1. Es pobre, poco variado y preciso, lo que da lugar a un periodismo gris y plano por culpa de las facultades de periodismo que liman los giros personales de redacción de los estudiantes.
Hay una tendencia a utilizar palabras muy largas para parecer más cultos; se utilizan anglicismos como prioridad; locuciones “en base a” o galicismos como “tener lugar”.
2. Excesivamente influenciada por las fuentes: cada institución dispone de gabinetes de comunicación. Hay productos que llegan a los medios hechos con apariencia profesional, pero poniendo los focos donde le interesa a la institución, escondiendo los aspectos que no le interesan a la institución.
Así, se trata de un lenguaje muy opaco, con eufemismos, neologismos y apariencia moderna. Se trabaja al dictado de las fuentes, haciendo daño así al idioma:
Ejemplo: daños colaterales, crecimiento cero (estancamiento), despejar el espacio aéreo, buen comportamiento de los precios (los precios no se comportan, dependen de las medidas del Gobierno). Enmascaran la responsabilidad con eufemismos.
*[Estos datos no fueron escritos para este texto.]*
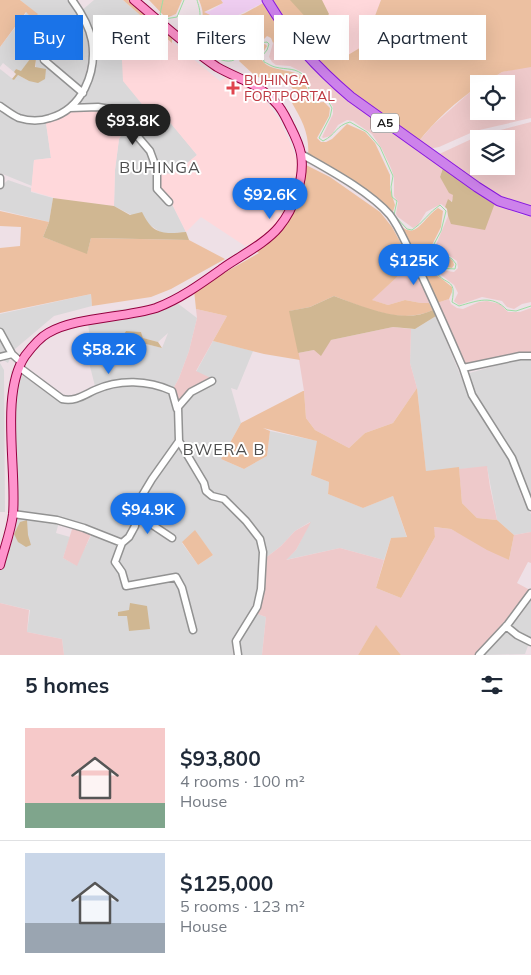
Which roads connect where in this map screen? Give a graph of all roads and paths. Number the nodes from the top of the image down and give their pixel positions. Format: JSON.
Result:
{"nodes":[{"id":1,"x":72,"y":0,"type":"edge"},
{"id":2,"x":134,"y":0,"type":"edge"},
{"id":3,"x":267,"y":0,"type":"edge"},
{"id":4,"x":44,"y":60,"type":"dead end"},
{"id":5,"x":83,"y":93,"type":"junction"},
{"id":6,"x":0,"y":106,"type":"edge"},
{"id":7,"x":70,"y":108,"type":"junction"},
{"id":8,"x":302,"y":154,"type":"junction"},
{"id":9,"x":0,"y":178,"type":"edge"},
{"id":10,"x":0,"y":185,"type":"edge"},
{"id":11,"x":169,"y":202,"type":"dead end"},
{"id":12,"x":531,"y":211,"type":"edge"},
{"id":13,"x":0,"y":332,"type":"edge"},
{"id":14,"x":12,"y":354,"type":"junction"},
{"id":15,"x":531,"y":356,"type":"edge"},
{"id":16,"x":0,"y":357,"type":"edge"},
{"id":17,"x":21,"y":362,"type":"junction"},
{"id":18,"x":463,"y":368,"type":"junction"},
{"id":19,"x":212,"y":381,"type":"dead end"},
{"id":20,"x":177,"y":408,"type":"junction"},
{"id":21,"x":178,"y":441,"type":"junction"},
{"id":22,"x":531,"y":507,"type":"edge"},
{"id":23,"x":13,"y":514,"type":"junction"},
{"id":24,"x":136,"y":514,"type":"junction"},
{"id":25,"x":172,"y":538,"type":"dead end"},
{"id":26,"x":122,"y":544,"type":"junction"},
{"id":27,"x":0,"y":566,"type":"edge"},
{"id":28,"x":531,"y":594,"type":"edge"},
{"id":29,"x":506,"y":626,"type":"junction"},
{"id":30,"x":193,"y":630,"type":"dead end"},
{"id":31,"x":531,"y":642,"type":"edge"},
{"id":32,"x":238,"y":655,"type":"edge"},
{"id":33,"x":479,"y":655,"type":"edge"}],
"edges":[{"from":1,"to":5,"type":"street"},
{"from":2,"to":8,"type":"main road"},
{"from":3,"to":12,"type":"highway","number":"A5"},
{"from":4,"to":5,"type":"street"},
{"from":5,"to":7,"type":"street"},
{"from":6,"to":7,"type":"street"},
{"from":7,"to":11,"type":"street"},
{"from":8,"to":17,"type":"main road"},
{"from":8,"to":18,"type":"street"},
{"from":9,"to":10,"type":"street"},
{"from":13,"to":14,"type":"street"},
{"from":14,"to":16,"type":"street"},
{"from":14,"to":17,"type":"street"},
{"from":15,"to":18,"type":"street"},
{"from":17,"to":20,"type":"street"},
{"from":17,"to":23,"type":"main road"},
{"from":18,"to":22,"type":"street"},
{"from":19,"to":20,"type":"street"},
{"from":20,"to":21,"type":"street"},
{"from":21,"to":24,"type":"street"},
{"from":21,"to":32,"type":"street"},
{"from":23,"to":26,"type":"street"},
{"from":23,"to":27,"type":"main road"},
{"from":24,"to":25,"type":"street"},
{"from":24,"to":26,"type":"street"},
{"from":26,"to":30,"type":"street"},
{"from":28,"to":29,"type":"street"},
{"from":29,"to":31,"type":"street"},
{"from":29,"to":33,"type":"street"}]}
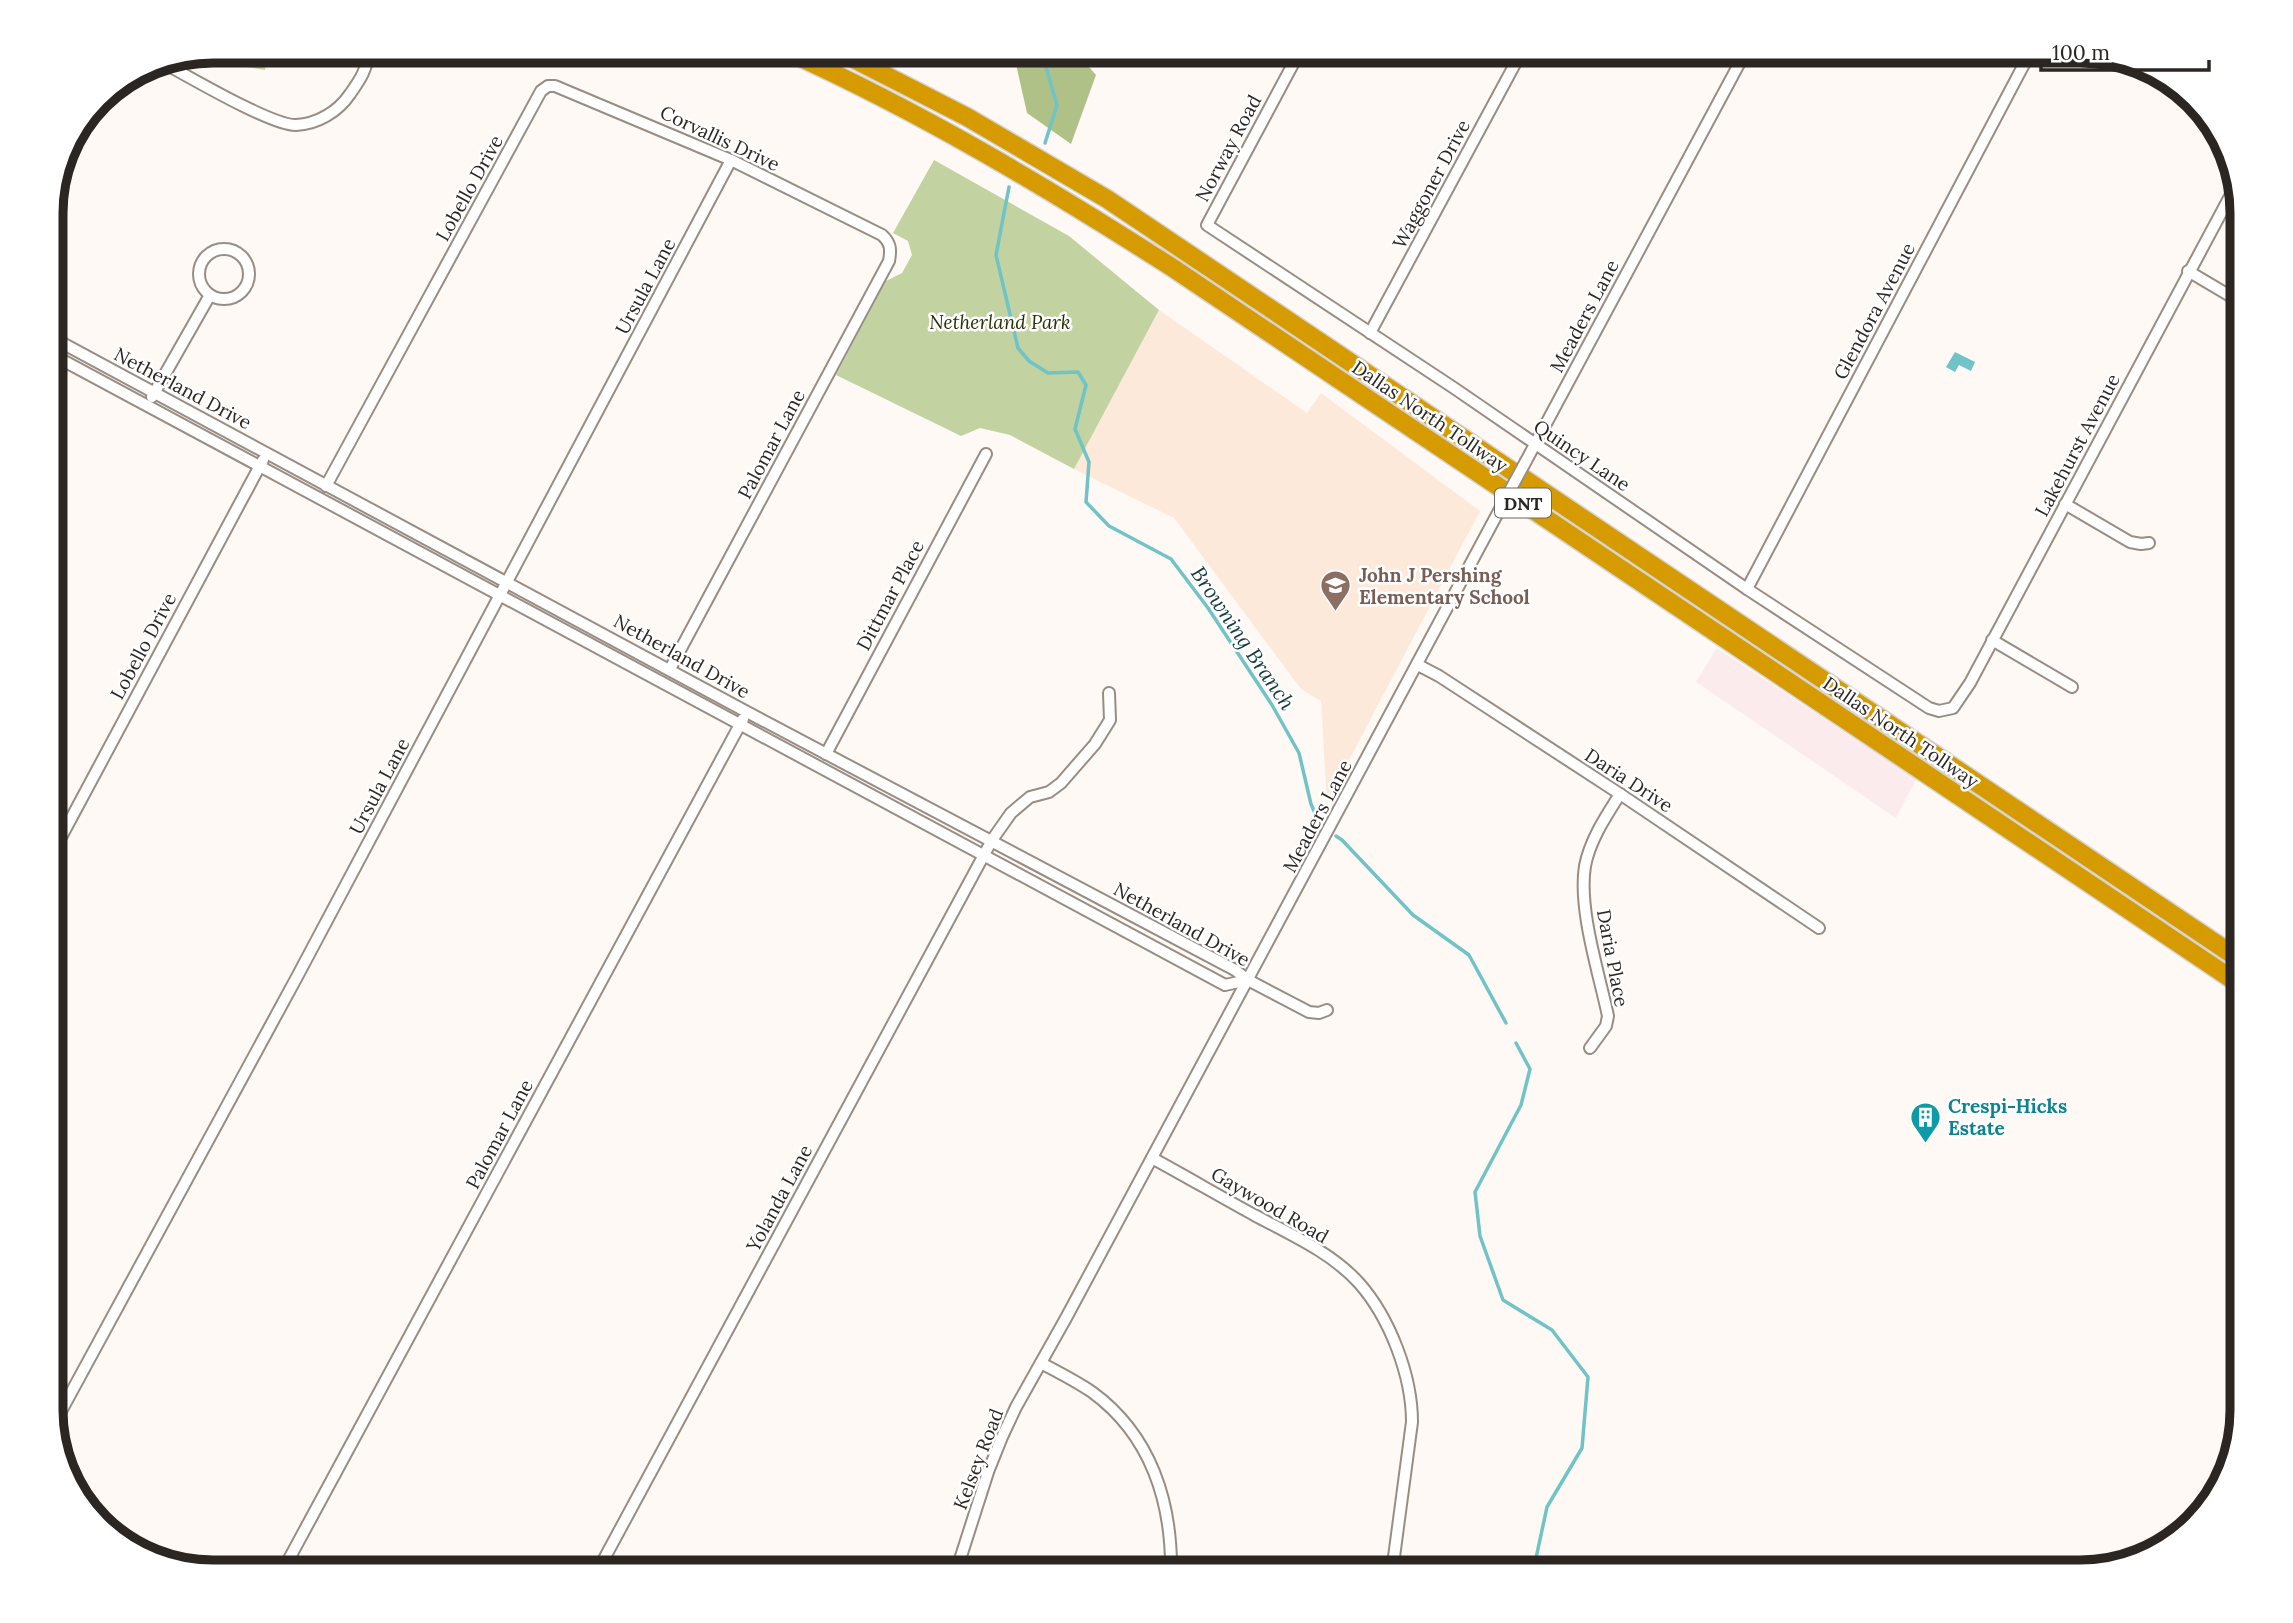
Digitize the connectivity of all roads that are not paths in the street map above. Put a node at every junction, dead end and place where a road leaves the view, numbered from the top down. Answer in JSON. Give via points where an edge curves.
{"nodes":[{"id":1,"x":368,"y":63,"type":"edge"},
{"id":2,"x":811,"y":63,"type":"edge"},
{"id":3,"x":861,"y":63,"type":"edge"},
{"id":4,"x":1294,"y":63,"type":"edge"},
{"id":5,"x":1516,"y":63,"type":"edge"},
{"id":6,"x":1740,"y":63,"type":"edge"},
{"id":7,"x":2025,"y":63,"type":"edge"},
{"id":8,"x":174,"y":68,"type":"edge"},
{"id":9,"x":541,"y":91,"type":"joint"},
{"id":10,"x":731,"y":160,"type":"junction"},
{"id":11,"x":2229,"y":197,"type":"edge"},
{"id":12,"x":1206,"y":225,"type":"joint"},
{"id":13,"x":882,"y":235,"type":"joint"},
{"id":14,"x":2188,"y":271,"type":"junction"},
{"id":15,"x":210,"y":295,"type":"junction"},
{"id":16,"x":2230,"y":296,"type":"edge"},
{"id":17,"x":1370,"y":333,"type":"junction"},
{"id":18,"x":63,"y":343,"type":"edge"},
{"id":19,"x":88,"y":357,"type":"junction"},
{"id":20,"x":63,"y":360,"type":"edge"},
{"id":21,"x":81,"y":370,"type":"junction"},
{"id":22,"x":155,"y":393,"type":"junction"},
{"id":23,"x":147,"y":406,"type":"junction"},
{"id":24,"x":1536,"y":444,"type":"junction"},
{"id":25,"x":266,"y":453,"type":"junction"},
{"id":26,"x":986,"y":454,"type":"dead end"},
{"id":27,"x":259,"y":466,"type":"junction"},
{"id":28,"x":326,"y":485,"type":"junction"},
{"id":29,"x":2065,"y":505,"type":"junction"},
{"id":30,"x":388,"y":518,"type":"junction"},
{"id":31,"x":380,"y":531,"type":"junction"},
{"id":32,"x":2148,"y":543,"type":"dead end"},
{"id":33,"x":508,"y":582,"type":"junction"},
{"id":34,"x":1747,"y":589,"type":"junction"},
{"id":35,"x":501,"y":596,"type":"junction"},
{"id":36,"x":1992,"y":640,"type":"junction"},
{"id":37,"x":629,"y":647,"type":"junction"},
{"id":38,"x":621,"y":661,"type":"junction"},
{"id":39,"x":1418,"y":665,"type":"junction"},
{"id":40,"x":670,"y":669,"type":"junction"},
{"id":41,"x":2072,"y":687,"type":"dead end"},
{"id":42,"x":1109,"y":693,"type":"dead end"},
{"id":43,"x":1939,"y":710,"type":"joint"},
{"id":44,"x":747,"y":712,"type":"junction"},
{"id":45,"x":740,"y":725,"type":"junction"},
{"id":46,"x":826,"y":754,"type":"junction"},
{"id":47,"x":1620,"y":794,"type":"junction"},
{"id":48,"x":63,"y":834,"type":"edge"},
{"id":49,"x":992,"y":840,"type":"junction"},
{"id":50,"x":984,"y":855,"type":"junction"},
{"id":51,"x":1819,"y":928,"type":"dead end"},
{"id":52,"x":2230,"y":953,"type":"edge"},
{"id":53,"x":2230,"y":978,"type":"edge"},
{"id":54,"x":1248,"y":980,"type":"junction"},
{"id":55,"x":1327,"y":1010,"type":"dead end"},
{"id":56,"x":1590,"y":1048,"type":"dead end"},
{"id":57,"x":1152,"y":1158,"type":"junction"},
{"id":58,"x":1041,"y":1363,"type":"junction"},
{"id":59,"x":63,"y":1407,"type":"edge"},
{"id":60,"x":288,"y":1560,"type":"edge"},
{"id":61,"x":603,"y":1560,"type":"edge"},
{"id":62,"x":960,"y":1560,"type":"edge"},
{"id":63,"x":1171,"y":1560,"type":"edge"},
{"id":64,"x":1394,"y":1560,"type":"edge"}],
"edges":[{"from":1,"to":8,"type":"street","via":[[336,111],[295,125],[273,120]]},
{"from":2,"to":53,"type":"highway","name":"Dallas North Tollway","number":"DNT","via":[[963,140],[1173,268]]},
{"from":3,"to":52,"type":"highway","name":"Dallas North Tollway","number":"DNT","via":[[967,117],[1119,207]]},
{"from":4,"to":12,"type":"street","name":"Norway Road"},
{"from":5,"to":17,"type":"street","name":"Waggoner Drive"},
{"from":6,"to":24,"type":"street","name":"Meaders Lane"},
{"from":7,"to":34,"type":"street","name":"Glendora Avenue"},
{"from":9,"to":10,"type":"street","name":"Corvallis Drive","via":[[555,86]]},
{"from":9,"to":28,"type":"street","name":"Lobello Drive"},
{"from":10,"to":13,"type":"street","name":"Corvallis Drive"},
{"from":10,"to":33,"type":"street","name":"Ursula Lane"},
{"from":11,"to":14,"type":"street","name":"Lakehurst Avenue"},
{"from":12,"to":17,"type":"street","name":"Quincy Lane"},
{"from":13,"to":40,"type":"street","name":"Palomar Lane","via":[[889,241],[889,261]]},
{"from":14,"to":16,"type":"street"},
{"from":14,"to":29,"type":"street","name":"Lakehurst Avenue"},
{"from":15,"to":15,"type":"street","via":[[198,270],[211,251],[230,250],[243,258],[250,278],[242,293],[220,298]]},
{"from":15,"to":22,"type":"street"},
{"from":17,"to":24,"type":"street","name":"Quincy Lane"},
{"from":18,"to":19,"type":"street","name":"Netherland Drive"},
{"from":19,"to":21,"type":"street"},
{"from":19,"to":22,"type":"street","name":"Netherland Drive"},
{"from":20,"to":21,"type":"street","name":"Netherland Drive"},
{"from":21,"to":23,"type":"street","name":"Netherland Drive"},
{"from":22,"to":23,"type":"street"},
{"from":22,"to":25,"type":"street","name":"Netherland Drive"},
{"from":23,"to":27,"type":"street","name":"Netherland Drive"},
{"from":24,"to":34,"type":"street","name":"Quincy Lane"},
{"from":24,"to":39,"type":"street","name":"Meaders Lane","bridge":true},
{"from":25,"to":27,"type":"street","name":"Lobello Drive"},
{"from":25,"to":28,"type":"street","name":"Netherland Drive"},
{"from":26,"to":46,"type":"street","name":"Dittmar Place"},
{"from":27,"to":31,"type":"street","name":"Netherland Drive"},
{"from":27,"to":48,"type":"street","name":"Lobello Drive"},
{"from":28,"to":30,"type":"street","name":"Netherland Drive"},
{"from":29,"to":32,"type":"street","via":[[2130,542]]},
{"from":29,"to":36,"type":"street","name":"Lakehurst Avenue"},
{"from":30,"to":31,"type":"street"},
{"from":30,"to":33,"type":"street","name":"Netherland Drive"},
{"from":31,"to":35,"type":"street","name":"Netherland Drive"},
{"from":33,"to":35,"type":"street","name":"Ursula Lane"},
{"from":33,"to":37,"type":"street","name":"Netherland Drive"},
{"from":34,"to":43,"type":"street","name":"Quincy Lane","via":[[1929,708]]},
{"from":35,"to":38,"type":"street","name":"Netherland Drive"},
{"from":35,"to":59,"type":"street","name":"Ursula Lane"},
{"from":36,"to":41,"type":"street"},
{"from":36,"to":43,"type":"street","name":"Lakehurst Avenue","via":[[1953,708]]},
{"from":37,"to":38,"type":"street"},
{"from":37,"to":40,"type":"street","name":"Netherland Drive"},
{"from":38,"to":45,"type":"street","name":"Netherland Drive"},
{"from":39,"to":47,"type":"street","name":"Daria Drive"},
{"from":39,"to":54,"type":"street","name":"Meaders Lane"},
{"from":40,"to":44,"type":"street","name":"Netherland Drive"},
{"from":42,"to":49,"type":"street","name":"Yolanda Lane","via":[[1110,720],[1095,744],[1061,783],[1030,797],[1011,813]]},
{"from":44,"to":45,"type":"street","name":"Palomar Lane"},
{"from":44,"to":46,"type":"street","name":"Netherland Drive"},
{"from":45,"to":50,"type":"street","name":"Netherland Drive"},
{"from":45,"to":60,"type":"street","name":"Palomar Lane"},
{"from":46,"to":49,"type":"street","name":"Netherland Drive"},
{"from":47,"to":51,"type":"street","name":"Daria Drive"},
{"from":47,"to":56,"type":"street","name":"Daria Place","via":[[1597,832],[1584,868],[1585,910],[1608,1016]]},
{"from":49,"to":50,"type":"street","name":"Yolanda Lane"},
{"from":49,"to":54,"type":"street","name":"Netherland Drive"},
{"from":50,"to":54,"type":"street","name":"Netherland Drive","via":[[1225,985]]},
{"from":50,"to":61,"type":"street","name":"Yolanda Lane"},
{"from":54,"to":55,"type":"street","via":[[1309,1012]]},
{"from":54,"to":57,"type":"street","name":"Meaders Lane"},
{"from":57,"to":58,"type":"street","name":"Meaders Lane"},
{"from":57,"to":64,"type":"street","name":"Gaywood Road","via":[[1313,1246],[1360,1284],[1377,1308],[1401,1358],[1412,1406]]},
{"from":58,"to":62,"type":"street","name":"Kelsey Road","via":[[988,1472]]},
{"from":58,"to":63,"type":"street","via":[[1094,1393],[1136,1438],[1166,1504]]}]}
3. Muy sujeto a las modas y novedades: hay una fascinación por los neologismos como economicidad, equidistancia, porque estas palabras nos parecen modernas.
Utilizamos muchos tópicos como: de alguna manera (disimulado), la geografía española, etc. Debemos acabar con el aburrimiento del lenguaje, atraer la atención y evitar tópicos.